Italian Wedding Bell Soup is ambrosial, one of the best soups ever simmered by humankind. Complex, toothsome, I've had it in restaurants where the balance of flavors and textures left me swooning at its perfection, and I cheerfully savor an overly-commercialized bowl from a billion-dollar conglomerate because it tastes good.
Until that conglomerate stabbed me with a fork. A friend of mine mistakenly bought me its spicy version. I didn't understand her when she said it was spicy. Spicy????????? Who in the world makes a spicy Italian Wedding Bell Soup? "OK," I thought, "must not know my Italian." Me, NYC kid, shopped Little Italy. Wouldn't know my Tortellini en Brodo from Cioppino (Technically, Cioppino is Italian-American, but based very closely on homeland customs and definitely a little zippy with red pepper.). Even after some back-and-forth "Are you sure, spicy might not be such a good idea," - explanation later - I didn't understand. So, ravenous, I tried to eat my cherished soup. Cordon Blech and fed the disposal.
Why am I whining about soup? I'm recovering from unexpected surgery. Tiniest things make such a difference. That wasted can made it harder for me to feed myself. I think only three mouthfuls made me sick: my recovery is so awful it's had to tell if anything is adding injury to insult. It was a disappointment when I didn't need a disappointment.
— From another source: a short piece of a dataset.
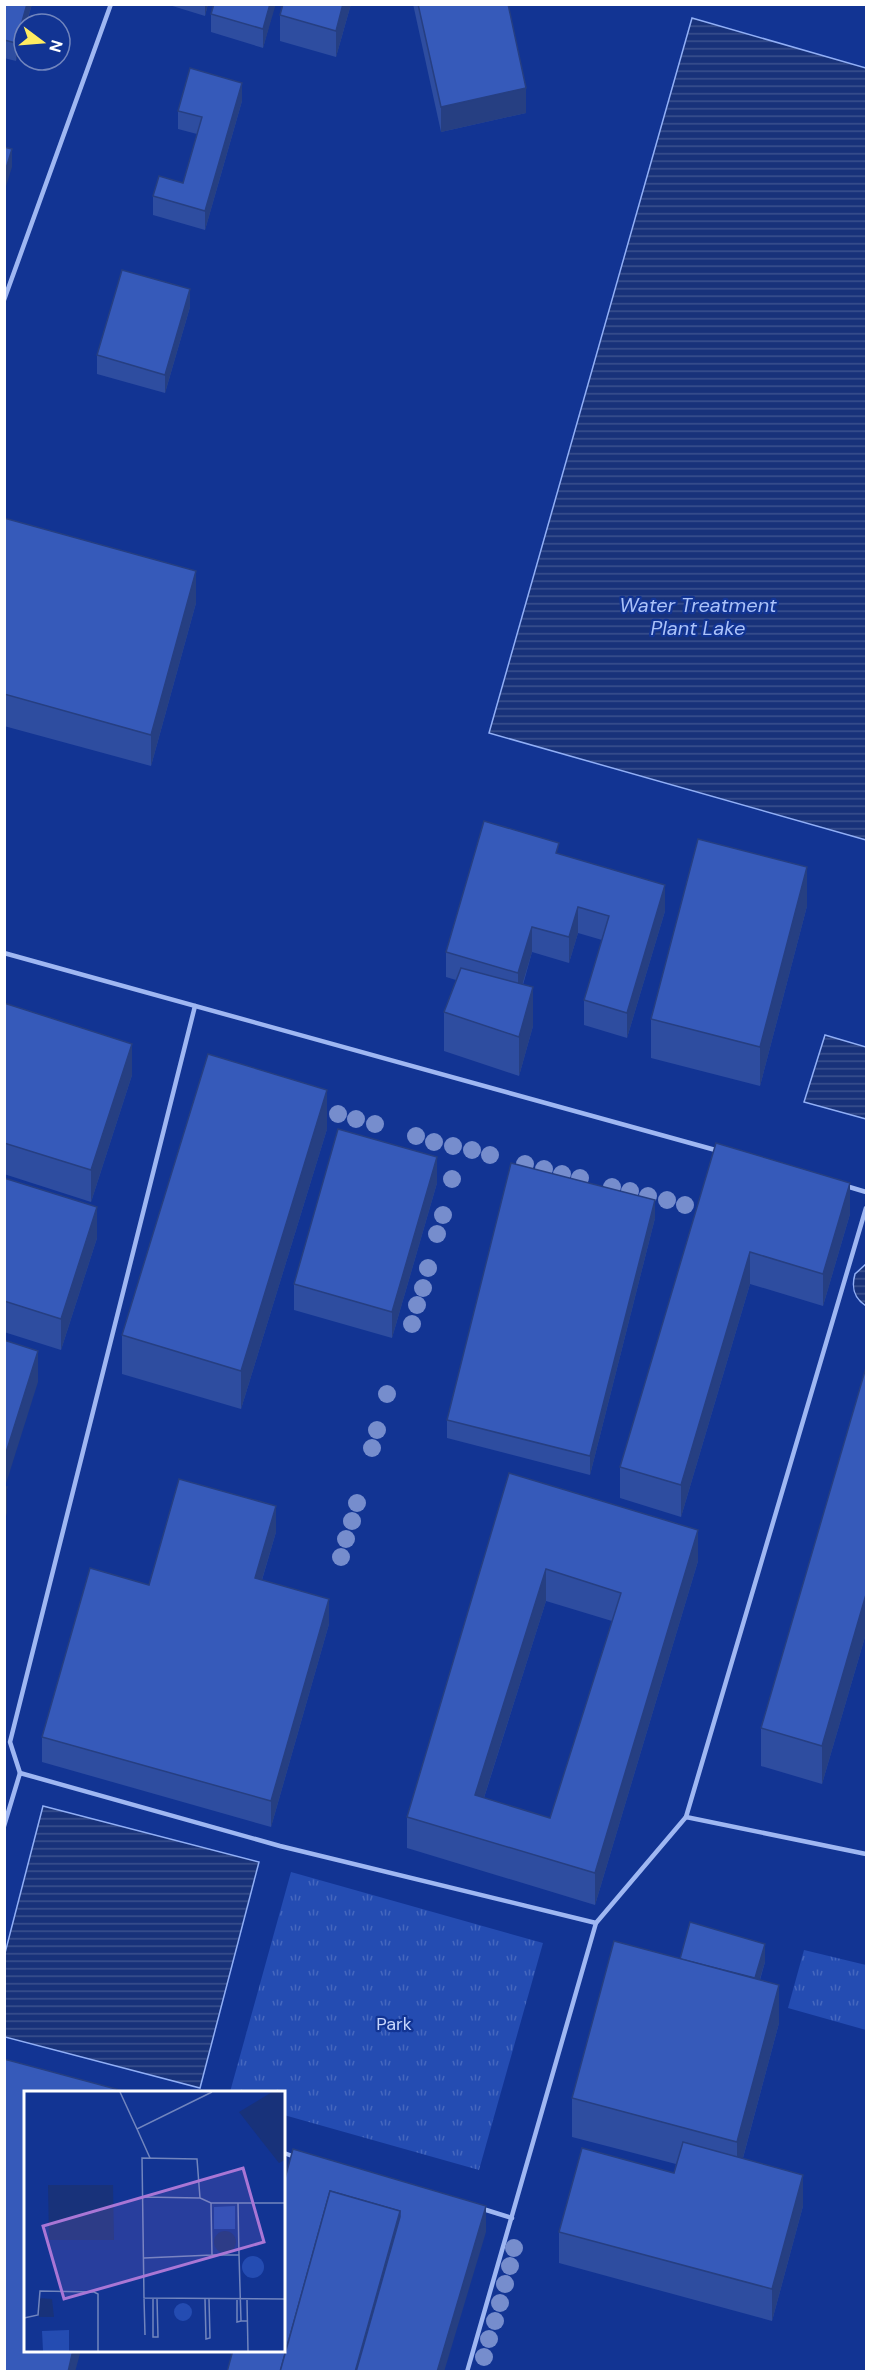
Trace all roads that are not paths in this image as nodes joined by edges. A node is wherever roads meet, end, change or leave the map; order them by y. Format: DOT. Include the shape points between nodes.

And why am I writing about soup? Many of my clients blame themselves for the soup stuff, the stuff they may not have control over, the stuff they have a right to react to but they believe they don't. And too many of my clients start to believe they only deserve the soup stuff. I don't have a magic formula to teach people how to stop doing that to themselves. But think about what I'm saying. Let the idea simmer.